[August 9, 2011; Philadelphia, PA] – The United Mitochondrial Disease Foundation (UMDF) has awarded Penn Vet Assistant Professor Brett A. Kaufman a $120,000 grant to study the role that mtDNA copy number control plays in the development of disease. Dr. Kaufman’s grant was also selected for the UMDF Chairman’s Award for the top grant this year.
Mitochondria are small cellular structures that produce the chemical form of energy called ATP, which is essential for normal cell function. The production of ATP requires the coordinated assembly of enzymatic respiratory complexes, which consume oxygen in the process of synthesizing ATP. These respiratory complexes are encoded by both nuclear DNA and the mitochondrial genome (mtDNA). There are thousands of mtDNA copies per cell that contribute to ATP synthesis, and the maintenance and expression of mtDNA is essential to mitochondrial respiratory function and therefore proper cell function.

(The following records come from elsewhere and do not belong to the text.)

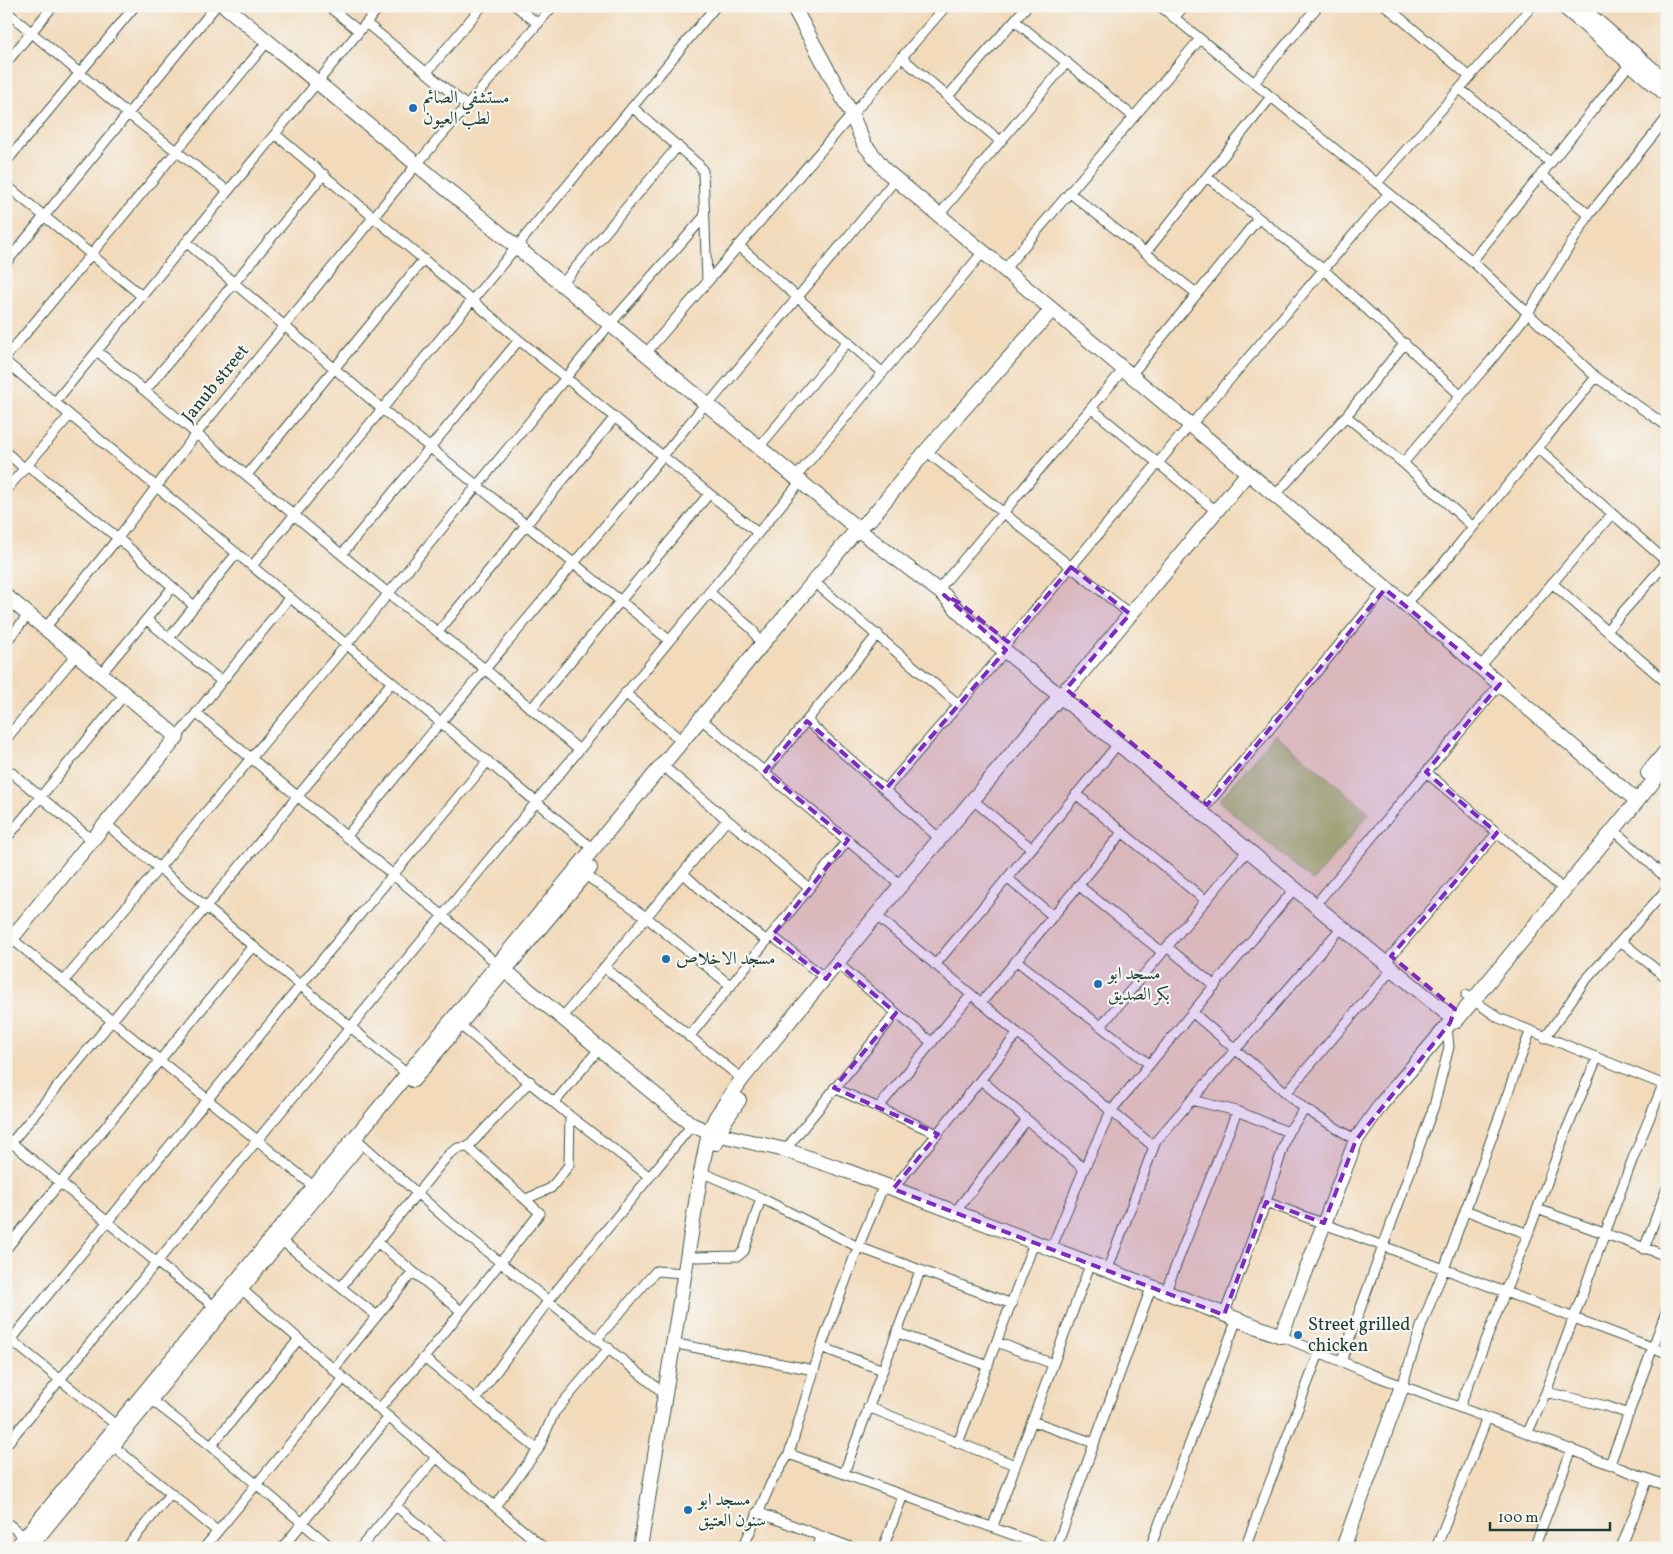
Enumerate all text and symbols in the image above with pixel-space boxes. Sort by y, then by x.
place label: مستشفي الصائم لطب العيون [423,86,510,132]
marker: مستشفي الصائم لطب العيون [407,102,419,114]
street label: Janub street [177,340,255,428]
place label: مسجد الاخلاص [676,947,776,972]
marker: مسجد الاخلاص [660,953,672,965]
place label: مسجد ابو بكر الصديق [1106,962,1170,1008]
marker: مسجد ابو بكر الصديق [1092,978,1104,990]
place label: Street grilled chicken [1308,1313,1410,1359]
marker: Street grilled chicken [1292,1329,1304,1341]
place label: مسجد ابو سنون العتيق [696,1488,766,1534]
scale bar [1490,1499,1610,1531]
marker: مسجد ابو سنون العتيق [682,1504,694,1516]
text: 100 m [1498,1508,1538,1529]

“Our aim is to make a rapid and fundamental impact on our understanding of mtDNA regulation in disease,” said Dr. Kaufman. “This work will increase our knowledge of molecular mechanisms regulating mtDNA copy number, and potentially, mitochondrial gene expression. With the technical support of collaborators and our departmental expertise, our lab is uniquely situated to conduct the experiments that will answer important questions about mtDNA content control.”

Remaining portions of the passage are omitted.